Öffentliche Gesundheit muss auch außerhalb von Krisenzeiten Priorität haben [A. Forouzani/Unsplash]
Der gegenwärtige globale gesundheitliche, ökonomische, politische und soziale Notstand wird uns mehr denn je ins Bewusstsein rufen, wie sehr jede und jeder einzelne von uns verantwortlich ist für das Gemeinschaftsgut, das sich öffentliche Gesundheit nennt.

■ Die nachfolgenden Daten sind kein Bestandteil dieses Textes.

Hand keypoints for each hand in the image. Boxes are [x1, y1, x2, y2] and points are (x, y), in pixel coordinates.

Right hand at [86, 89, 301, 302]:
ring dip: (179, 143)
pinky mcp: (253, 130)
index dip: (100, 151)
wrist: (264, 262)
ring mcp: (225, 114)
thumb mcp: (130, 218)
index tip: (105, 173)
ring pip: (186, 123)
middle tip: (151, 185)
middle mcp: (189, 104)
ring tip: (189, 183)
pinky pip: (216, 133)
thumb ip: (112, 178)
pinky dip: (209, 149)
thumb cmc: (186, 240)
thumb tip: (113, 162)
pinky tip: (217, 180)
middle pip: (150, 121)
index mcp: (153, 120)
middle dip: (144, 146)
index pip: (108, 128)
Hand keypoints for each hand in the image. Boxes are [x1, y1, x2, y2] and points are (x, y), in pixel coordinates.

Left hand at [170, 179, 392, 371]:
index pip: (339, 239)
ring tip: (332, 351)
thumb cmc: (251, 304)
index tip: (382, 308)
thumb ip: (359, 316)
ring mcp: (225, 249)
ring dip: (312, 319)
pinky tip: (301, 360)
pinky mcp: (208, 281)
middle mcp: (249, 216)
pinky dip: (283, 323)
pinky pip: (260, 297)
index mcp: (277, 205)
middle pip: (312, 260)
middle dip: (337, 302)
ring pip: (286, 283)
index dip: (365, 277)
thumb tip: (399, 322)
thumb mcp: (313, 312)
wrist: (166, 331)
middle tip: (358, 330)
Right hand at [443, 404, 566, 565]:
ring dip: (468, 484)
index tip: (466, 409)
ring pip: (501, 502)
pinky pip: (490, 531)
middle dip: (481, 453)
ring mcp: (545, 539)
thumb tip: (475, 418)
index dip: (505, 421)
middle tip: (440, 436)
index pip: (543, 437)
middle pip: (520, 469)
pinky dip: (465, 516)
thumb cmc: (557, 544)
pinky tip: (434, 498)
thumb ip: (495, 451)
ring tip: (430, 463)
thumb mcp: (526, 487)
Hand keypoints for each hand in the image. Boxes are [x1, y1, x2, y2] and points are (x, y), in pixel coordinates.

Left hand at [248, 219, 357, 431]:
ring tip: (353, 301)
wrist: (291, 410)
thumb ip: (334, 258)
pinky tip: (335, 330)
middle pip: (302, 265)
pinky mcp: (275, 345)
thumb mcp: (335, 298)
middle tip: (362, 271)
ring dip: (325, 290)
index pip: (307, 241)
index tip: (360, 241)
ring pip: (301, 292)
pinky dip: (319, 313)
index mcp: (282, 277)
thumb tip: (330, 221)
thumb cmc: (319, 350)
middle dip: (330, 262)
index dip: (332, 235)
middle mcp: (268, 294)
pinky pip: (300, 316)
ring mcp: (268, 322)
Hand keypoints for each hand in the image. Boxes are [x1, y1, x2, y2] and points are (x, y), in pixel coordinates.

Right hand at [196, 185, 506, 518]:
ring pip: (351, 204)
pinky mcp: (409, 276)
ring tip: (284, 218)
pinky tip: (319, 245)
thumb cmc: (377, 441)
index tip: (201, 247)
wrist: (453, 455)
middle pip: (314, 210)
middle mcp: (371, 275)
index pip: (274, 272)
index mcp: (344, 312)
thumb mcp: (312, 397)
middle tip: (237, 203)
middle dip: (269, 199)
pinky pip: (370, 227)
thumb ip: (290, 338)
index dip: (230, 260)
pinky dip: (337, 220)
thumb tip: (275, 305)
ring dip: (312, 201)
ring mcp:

Auch dann, wenn wir uns nicht gerade „im Krieg“ mit einem hochansteckenden Pathogen befinden. Ende 2018 lebten in Deutschland über 87.000 Menschen mit HIV – im selben Jahr hatten sich 2.400 Menschen neu mit dem Virus infiziert. 82.000 Masernfälle und eine sich stetig verschlechternde Immunisierungsrate wurden 2018 vom WHO-Regionalbüro in Europa registriert, deutlich weniger als die für eine Ausrottung der Kinderkrankheit erforderlichen 95%. Infektionsraten sexuell übertragbarer Krankheiten sind in den USA zwischen 2014 und 2018 dramatisch gestiegen – 2018 starben dort 94 Neugeborene, weil ihre Mütter sich mit Syphilis angesteckt hatten. Dies sind nur einige von vielen Beispielen dafür, wie unsere täglichen Entscheidungen in Gesundheitsfragen – für uns selbst, unsere Kinder, gegen safer sex – sich auf die Gemeinschaften und Gesellschaften, in denen wir leben, auswirken können und welche Risiken sie bergen.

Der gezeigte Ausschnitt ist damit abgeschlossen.